Alcune recenti notizie non lasciano ben pensare circa il futuro politico dell’Italia. Per esempio, il rischio-default della Sicilia e, più ancora, le dichiarazioni di chi ne è il responsabile, secondo cui la situazione sarebbe più che rosea, salvo un piccolo problema di liquidità (della serie: “Dammi due minutini che faccio un salto al bancomat”).

O, sempre per esempio, il clima di svagatezza e di disinteresse nel quale sta passando il cosiddetto semipresidenzialismo, che in altre stagioni avrebbe acceso polemiche feroci. Ascolto le dichiarazioni di sindaci di grandi città, soprattutto del Sud Italia, e l’impressione che in una grande parte del nostro paese nessuno abbia la minima idea di quello che sta succedendo in Italia si fa forte, insistente e anche un po’ angosciante.

Basta pensare che in certe regioni del Sud il numero dei dipendenti pubblici è diverse volte superiore a quello relativo alle regioni del Nord, e che in molte città e regioni chi regge il mercato del lavoro sono gli stessi sindaci e assessori, per comprendere il mio timore circa la situazione presente. In un paese, il nostro, che, da un certo parallelo in giù, vive di spesa pubblica, il rischio di una spaccatura politica definitiva si fa molto forte. In parole povere: rischiamo seriamente, per poterci mantenere entro parametri accettabili, di spezzarci in due. Un pezzo dentro (forse) e uno fuori (senza nessun forse). A rafforzare questo pensiero spiacevole (come il lettore avrà capito, non sono leghista, e amo Napoli e Palermo non meno di Milano o Venezia) c’è poi la considerazione di una progressiva perdita di centralità del ruolo di Roma nella vita del paese.

E’ una sensazione diffusa, ormai. Nonostante le molte, importanti decisioni prese in quella sede, e nonostante treni molto veloci, l’idea di un progressivo allontanamento delle sponde è più palpabile che mai. Come se le nostre città fossero sul punto di trasformarsi in altrettante città-stato abbastanza indifferenti le une al destino delle altre. Con una differenza, però: che con la perdita della coesione politica verrebbe meno anche quella coesione culturale che, viceversa, costituì il grande presupposto dell’unità politica: pensiamo a S. Francesco, Dante, Petrarca, Manzoni…

L’Italia unita iniziò pienamente il suo cammino storico nel 1870, con la conquista di Roma. I diversi interessi, le diverse mentalità, le diverse storie dei tanti pezzetti che componevano quell’entità – l’Italia, che per secoli era stata solo linguistica e culturale – confluirono a Roma non solo per il fervore degli ideali patriottici, ma perché l’istituzione di un centro tanto prestigioso conveniva a tutti coloro che, su un territorio così spezzettato, così accidentato, così allungato, intendevano mantenere le proprie posizioni: accettando di far parte di un gioco più grande, ne avrebbero tratti benefici più grandi.

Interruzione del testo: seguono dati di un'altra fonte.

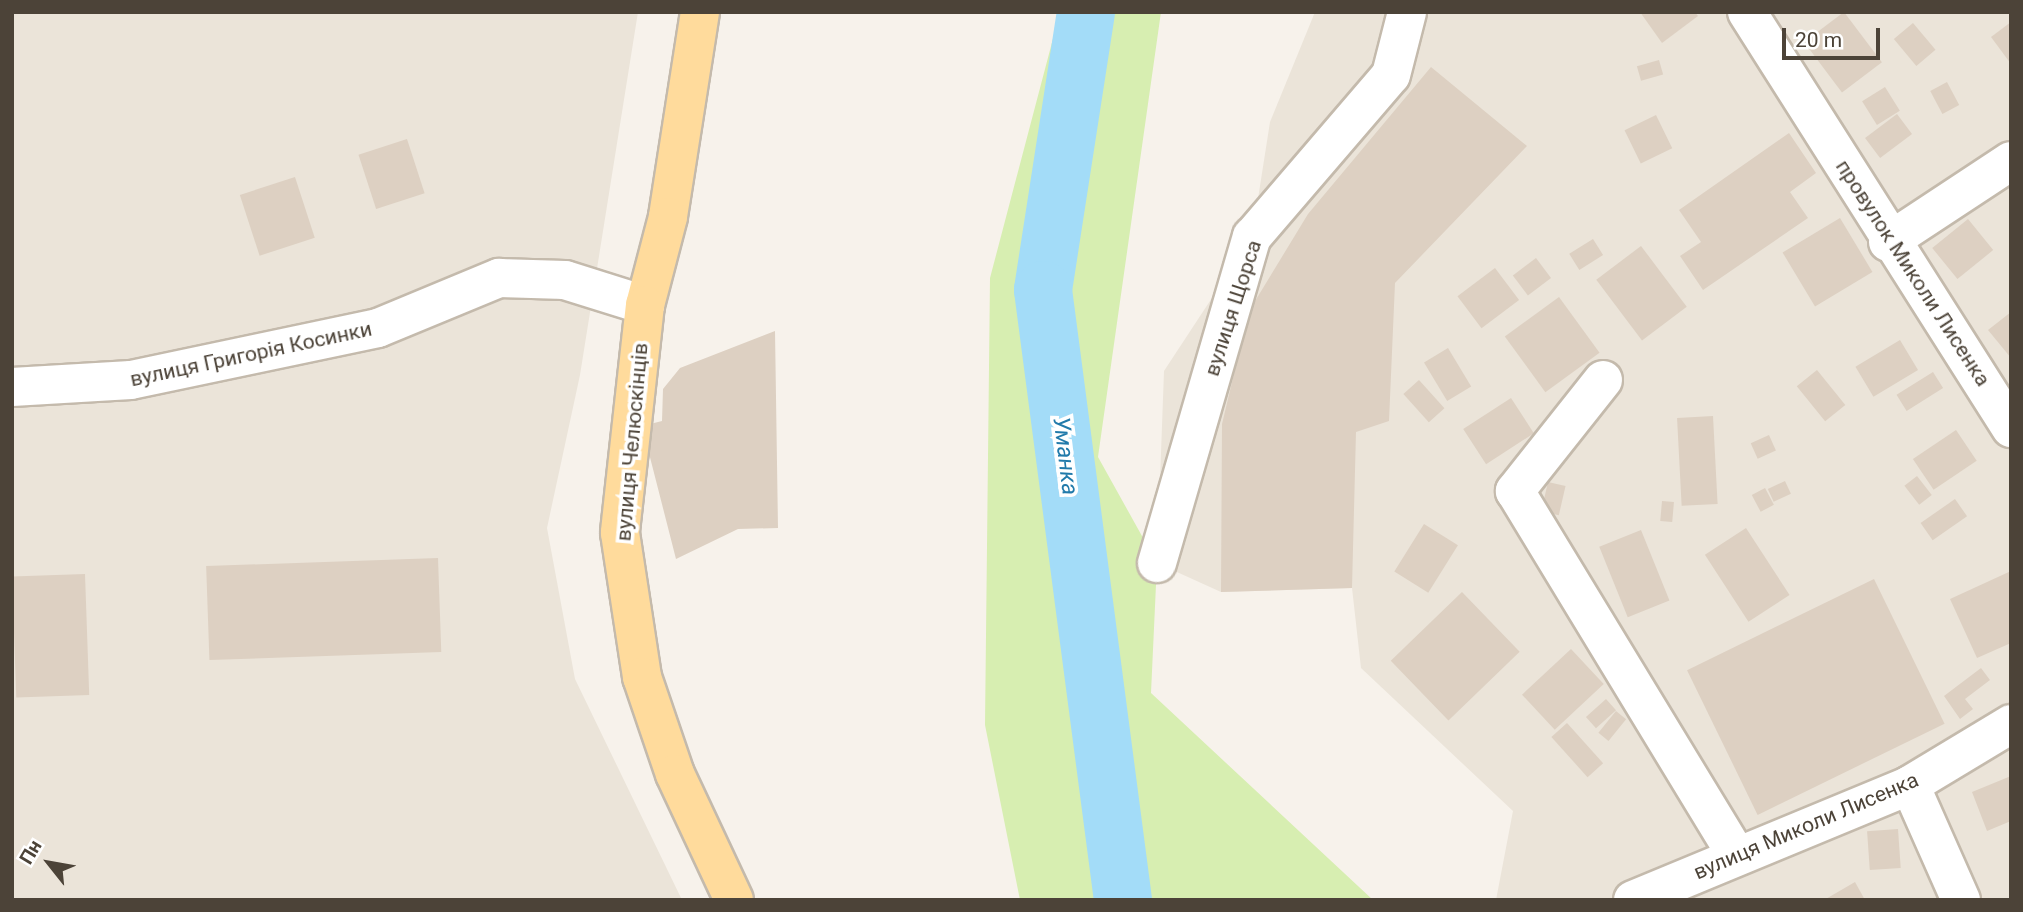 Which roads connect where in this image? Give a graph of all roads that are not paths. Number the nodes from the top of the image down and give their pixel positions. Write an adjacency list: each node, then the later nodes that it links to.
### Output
1 (700, 12): 6 (main road, вулиця Челюскінців)
2 (1407, 12): 10 (street, вулиця Щорса)
3 (1747, 12): 5 (street, провулок Миколи Лисенка)
4 (2011, 161): 5 (street)
5 (1888, 242): 9 (street, провулок Миколи Лисенка)
6 (645, 305): 8 (street, вулиця Григорія Косинки); 14 (main road, вулиця Челюскінців)
7 (1603, 380): 13 (street)
8 (12, 387)
9 (2011, 428)
10 (1157, 563)
11 (2011, 724): 12 (street, вулиця Миколи Лисенка)
12 (1910, 785): 13 (street, вулиця Миколи Лисенка); 16 (street)
13 (1737, 856): 15 (street, вулиця Миколи Лисенка)
14 (734, 900)
15 (1633, 900)
16 (1961, 900)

L’enorme successo de Il Gattopardo rubricò, a mio parere ingiustamente, questo atteggiamento sotto la formula “cambiare tutto perché non cambi niente”. Non è così: il divorzio tra l’ideale da un lato e la prassi dall’altro è fittizio e tendenzioso. Per dare un destino alle parole di Dante e di Manzoni (interpreti come nessun altro della vita e degli ideali di tutto un popolo) era necessario far collimare gli interessi concreti di ciascuno con il grande Interesse comune, ossia fare dell’Italia qualcosa di interessante non solo per i cattedratici o per i massoni ma per tutti. Compresi coloro che, di fatto, magari non sempre magnificamente, reggevano le sorti di questa o quella porzione di territorio. 

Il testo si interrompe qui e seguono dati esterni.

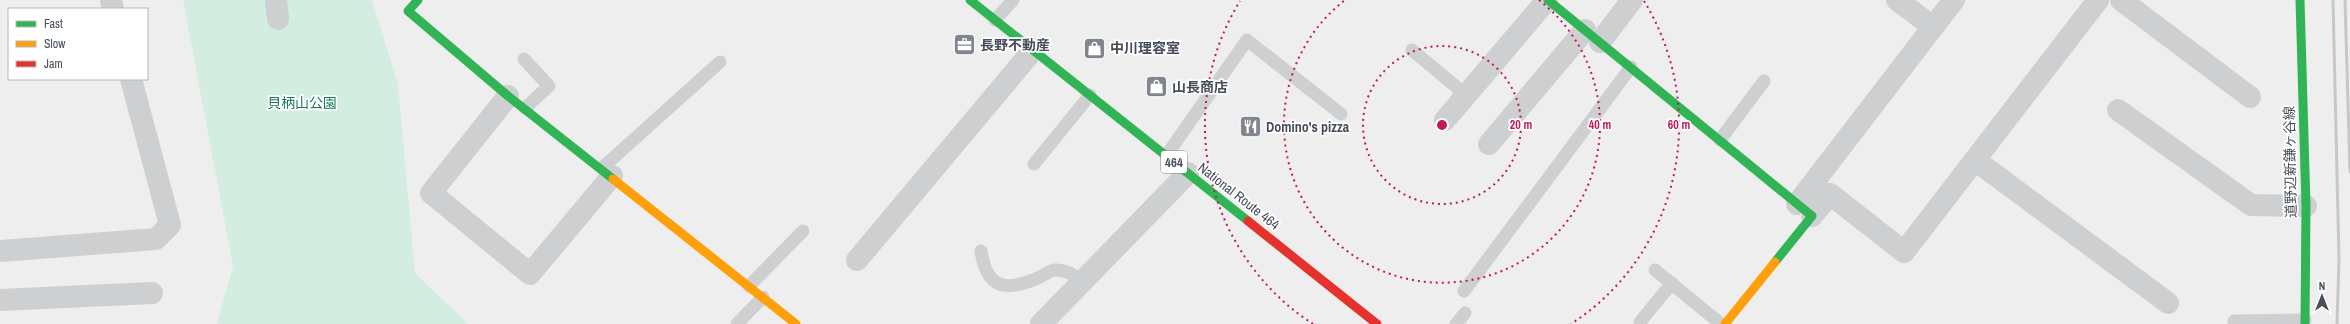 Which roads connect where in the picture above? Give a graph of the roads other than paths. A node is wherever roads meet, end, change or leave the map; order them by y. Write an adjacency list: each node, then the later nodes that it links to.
1 (418, 0): 24 (main road)
2 (970, 0): 11 (main road, National Route 464 / 464)
3 (1013, 0): 11 (lane)
4 (1547, 0): 13 (main road); 22 (street)
5 (1632, 0): 13 (street)
6 (1897, 0): 12 (street)
7 (1954, 0): 12 (street)
8 (2098, 0): 31 (street)
9 (2121, 0): 23 (street)
10 (2300, 0): 35 (main road, 道野辺新鎌ヶ谷線)
11 (995, 20): 14 (main road, National Route 464 / 464)
12 (1933, 27): 36 (street)
13 (1592, 36): 18 (main road); 29 (street)
14 (1034, 49): 21 (main road, National Route 464 / 464); 40 (street)
15 (1412, 50): 22 (lane)
16 (524, 59): 24 (lane)
17 (720, 62): 33 (lane)
18 (1631, 67): 28 (main road); 45 (lane)
19 (131, 80): 38 (street)
20 (1764, 81): 28 (lane)
21 (1090, 95): 30 (main road, National Route 464 / 464); 32 (lane)
22 (1466, 95): 27 (street)
23 (2250, 97)
24 (517, 102): 33 (main road); 33 (street)
25 (2118, 110): 35 (street)
26 (1341, 114): 30 (lane)
27 (1444, 120)
28 (1720, 140): 36 (main road)
29 (1489, 144)
30 (1166, 156): 34 (main road, National Route 464 / 464)
31 (1975, 160): 36 (street); 49 (street)
32 (1034, 164)
33 (607, 172): 44 (main road)
34 (1188, 173): 42 (street); 57 (main road, National Route 464 / 464)
35 (2306, 206): 53 (main road, 道野辺新鎌ヶ谷線)
36 (1805, 210): 60 (main road)
37 (803, 231): 44 (lane)
38 (0, 251)
39 (981, 252): 42 (lane)
40 (857, 260)
41 (1655, 270): 43 (lane)
42 (1082, 282): 56 (street)
43 (1672, 284): 52 (lane); 59 (lane)
44 (749, 286): 47 (main road)
45 (1464, 291)
46 (152, 293): 48 (street)
47 (763, 297): 54 (lane); 55 (main road)
48 (0, 300)
49 (2168, 303)
50 (1465, 313): 58 (lane)
51 (2234, 321): 53 (lane)
52 (1640, 322)
53 (2305, 322)
54 (737, 324)
55 (796, 324)
56 (1041, 324)
57 (1378, 324)
58 (1456, 324)
59 (1721, 324)
60 (1725, 324)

Oggi siamo sul punto di una scomparsa che qualcuno vede già come inevitabile. Attenzione però: perdere il senso della nostra storia significherebbe l’inizio di una confusione senza fine. Rischieremmo di non comprendere più nulla del nostro passato. Dalla mia finestra vedo alcuni ragazzi giocare a basket in un campetto recintato posto al centro del viale. Tutti i loro movimenti hanno un obiettivo: quello di gettare la palla dentro il cerchio del canestro. Già, l’obiettivo: qui sta il punto. 

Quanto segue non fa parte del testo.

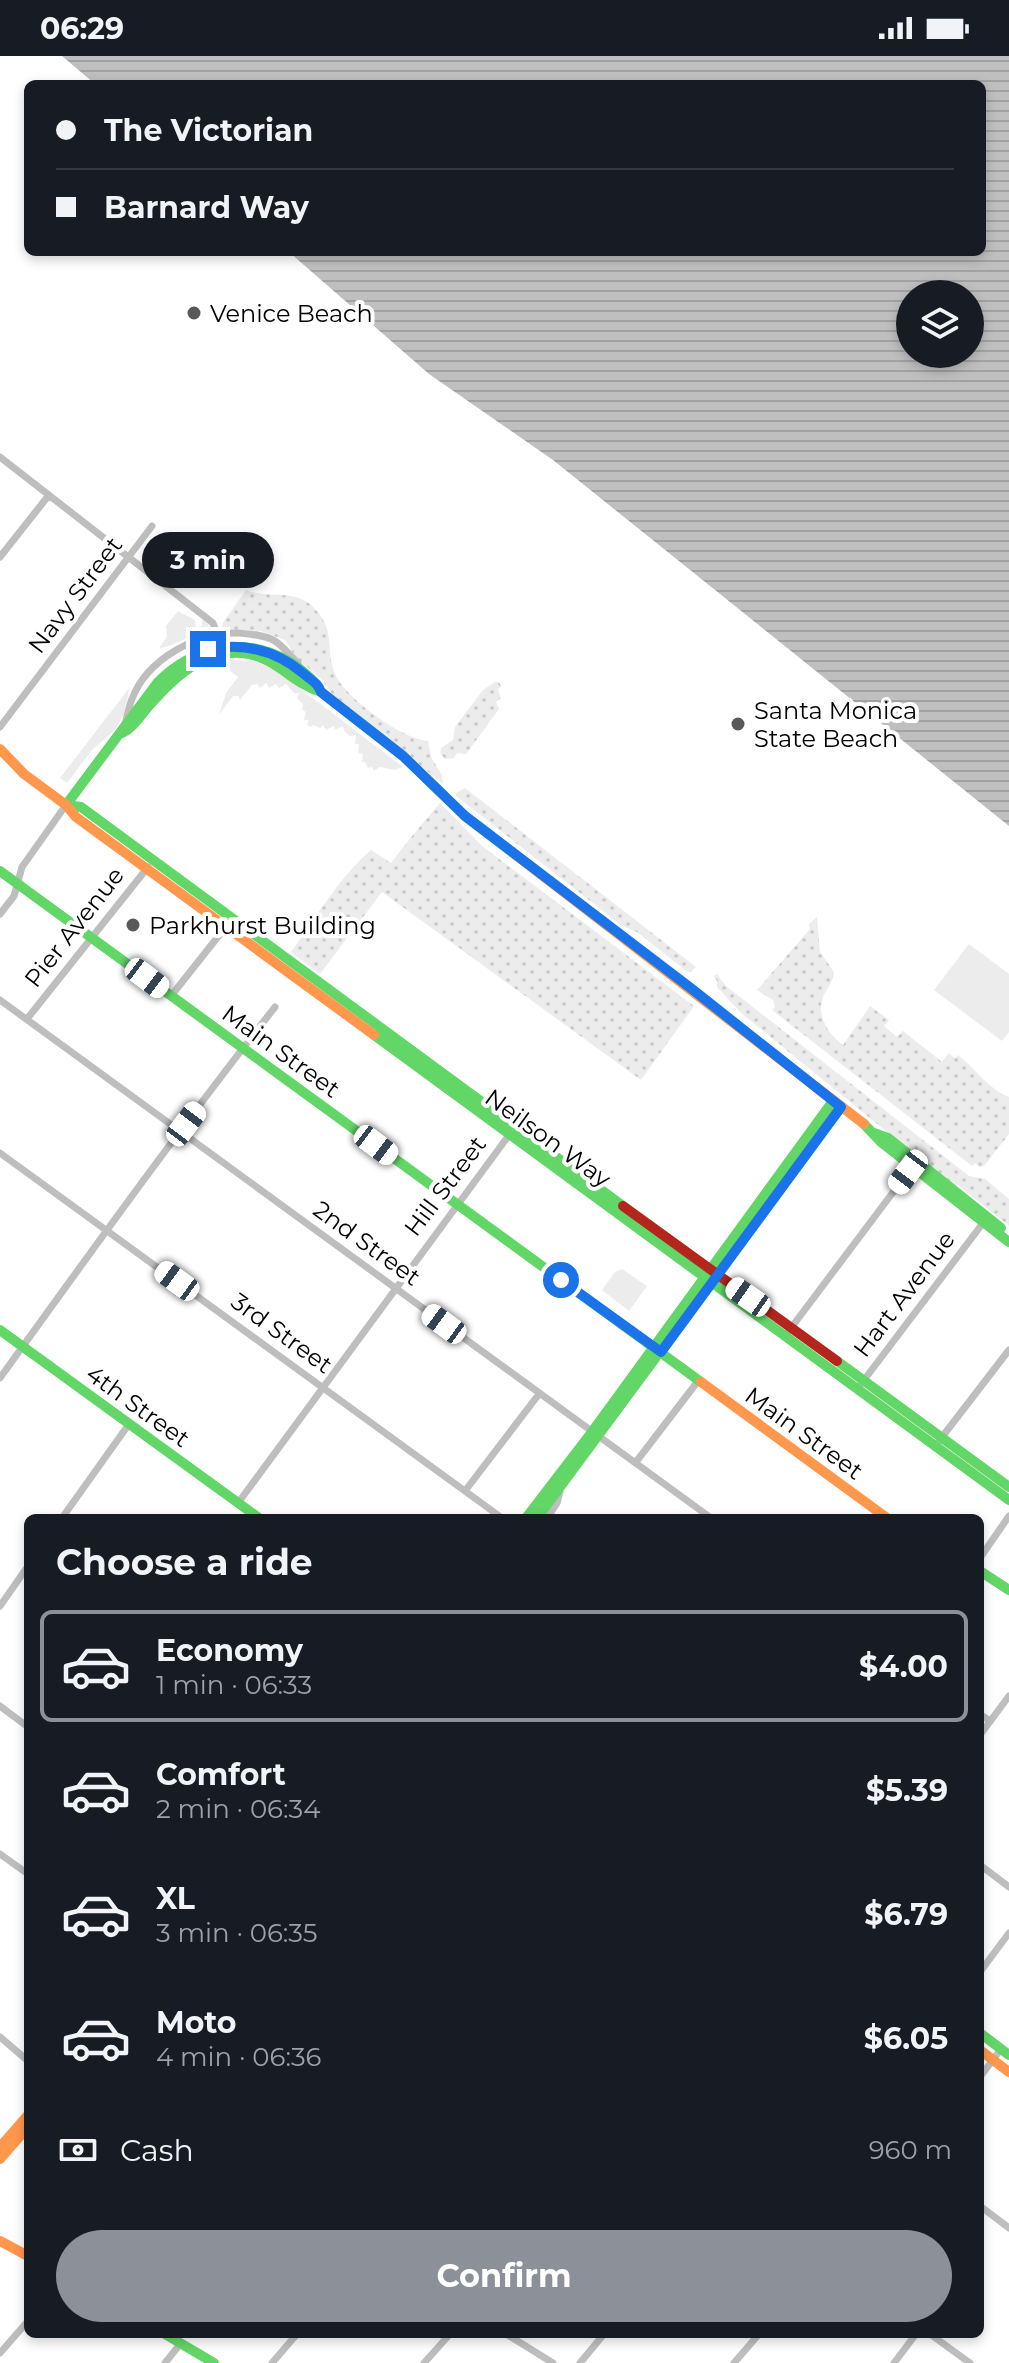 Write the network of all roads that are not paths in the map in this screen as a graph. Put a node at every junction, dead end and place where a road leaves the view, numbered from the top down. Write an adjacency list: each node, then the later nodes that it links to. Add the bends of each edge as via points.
1 (0, 457): 2 (street)
2 (49, 495): 4 (street); 5 (street)
3 (152, 526): 5 (street, Navy Street)
4 (0, 557)
5 (129, 557): 6 (street, via 213,623); 9 (street, Navy Street)
6 (217, 634): 7 (street, via 270,639); 10 (street, via 182,647 154,668 135,692)
7 (315, 682): 8 (main road); 10 (main road, via 267,651 208,649 166,674)
8 (321, 692): 10 (main road, via 267,659 217,655 173,677 130,729); 24 (main road, via 403,756 465,816)
9 (0, 727)
10 (124, 729): 12 (main road)
11 (0, 749): 12 (main road, Neilson Way)
12 (66, 805): 13 (main road, Neilson Way); 15 (street)
13 (150, 865): 17 (main road, Neilson Way); 18 (street, Pier Avenue)
14 (0, 871): 15 (main road, Main Street)
15 (16, 882): 16 (street, via 14,896); 18 (main road, Main Street)
16 (0, 914)
17 (229, 923): 19 (street); 25 (main road, Neilson Way)
18 (92, 936): 19 (main road, Main Street); 22 (street, Pier Avenue)
19 (171, 996): 23 (main road, Main Street)
20 (0, 1000): 22 (street, 2nd Street)
21 (275, 1007): 23 (street)
22 (27, 1019): 26 (street, 2nd Street)
23 (243, 1048): 26 (street); 30 (main road, Main Street)
24 (837, 1104): 27 (main road); 35 (main road)
25 (512, 1130): 30 (street, Hill Street); 35 (main road, Neilson Way)
26 (181, 1131): 32 (street); 36 (street, 2nd Street)
27 (874, 1132): 29 (main road); 33 (main road)
28 (0, 1153): 32 (street, 3rd Street)
29 (912, 1167): 31 (main road); 38 (street)
30 (456, 1204): 36 (street, Hill Street); 40 (main road, Main Street)
31 (983, 1223): 34 (main road); 44 (street, Hart Avenue)
32 (108, 1231): 39 (street); 45 (street, 3rd Street)
33 (1009, 1234)
34 (1009, 1242)
35 (711, 1276): 38 (main road, Neilson Way); 40 (main road)
36 (395, 1288): 45 (street, Hill Street); 46 (street, 2nd Street)
37 (0, 1330): 39 (main road, 4th Street)
38 (788, 1332): 44 (main road, Neilson Way)
39 (23, 1346): 42 (street); 47 (main road, 4th Street)
40 (657, 1349): 43 (main road, Main Street); 48 (main road)
41 (1009, 1350): 49 (street)
42 (0, 1378)
43 (698, 1381): 50 (street); 63 (main road, Main Street)
44 (860, 1385): 49 (main road, Neilson Way)
45 (322, 1387): 53 (street, 3rd Street); 55 (street, Hill Street)
46 (539, 1394): 48 (street, 2nd Street); 53 (street)
47 (129, 1424): 55 (main road, 4th Street); 56 (street)
48 (596, 1434): 50 (street, 2nd Street); 51 (main road); 59 (main road)
49 (939, 1441): 52 (main road, Neilson Way); 54 (main road, Neilson Way)
50 (636, 1462): 62 (street, 2nd Street)
51 (563, 1484): 60 (main road); 61 (street)
52 (1009, 1487)
53 (465, 1491): 58 (street, 3rd Street)
54 (1009, 1500)
55 (238, 1503): 57 (main road, 4th Street)
56 (65, 1514)
57 (251, 1514)
58 (493, 1514)
59 (529, 1514)
60 (540, 1514)
61 (550, 1514)
62 (706, 1514)
63 (881, 1514)
64 (1009, 1516): 65 (street)
65 (984, 1552)
66 (24, 1572): 69 (street)
67 (984, 1574): 68 (main road)
68 (1009, 1590)
69 (0, 1606)
70 (1009, 1696): 73 (street)
71 (0, 1706): 74 (street)
72 (984, 1717): 73 (street)
73 (990, 1721): 75 (street)
74 (24, 1724)
75 (984, 1729)
76 (0, 1854): 78 (street)
77 (984, 1868): 79 (street)
78 (24, 1871)
79 (1009, 1887)
80 (1009, 1933): 81 (street)
81 (984, 1967)
82 (984, 2036): 84 (main road)
83 (0, 2037): 86 (street)
84 (1005, 2052): 87 (street)
85 (984, 2053): 87 (main road)
86 (24, 2058)
87 (992, 2060): 88 (street); 89 (main road)
88 (984, 2071)
89 (1009, 2072)
90 (24, 2120): 92 (main road)
91 (24, 2132): 93 (main road)
92 (0, 2147)
93 (0, 2159)
94 (984, 2209): 95 (street)
95 (1009, 2228)
96 (0, 2241): 97 (main road)
97 (24, 2254)
98 (24, 2326): 108 (street)
99 (172, 2338): 107 (main road)
100 (294, 2338): 111 (street)
101 (446, 2338): 112 (street)
102 (512, 2338): 113 (street)
103 (601, 2338): 114 (street)
104 (756, 2338): 115 (street)
105 (913, 2338): 116 (street)
106 (936, 2338): 117 (street)
107 (181, 2343): 109 (street); 110 (main road)
108 (0, 2353)
109 (165, 2363)
110 (214, 2363)
111 (272, 2363)
112 (424, 2363)
113 (553, 2363)
114 (580, 2363)
115 (734, 2363)
116 (894, 2363)
117 (970, 2363)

Alla fine di tante illusioni (per esempio quella secondo cui l’importante è diventare ricchi, o quella secondo cui si può sostituire l’unità storica e culturale d’Europa con un patto monetario) possiamo comprendere meglio che non sarà Monti a darci questi obiettivi, o a darli ai giovani. E’ un problema totalmente personale. Ciascuno di noi, oggi, a Nord come a Sud, è chiamato a domandarsi daccapo qual è il proprio obiettivo, quello vero, quello in grado di farci affrontare senza paura gli inevitabili sacrifici che ci aspettano.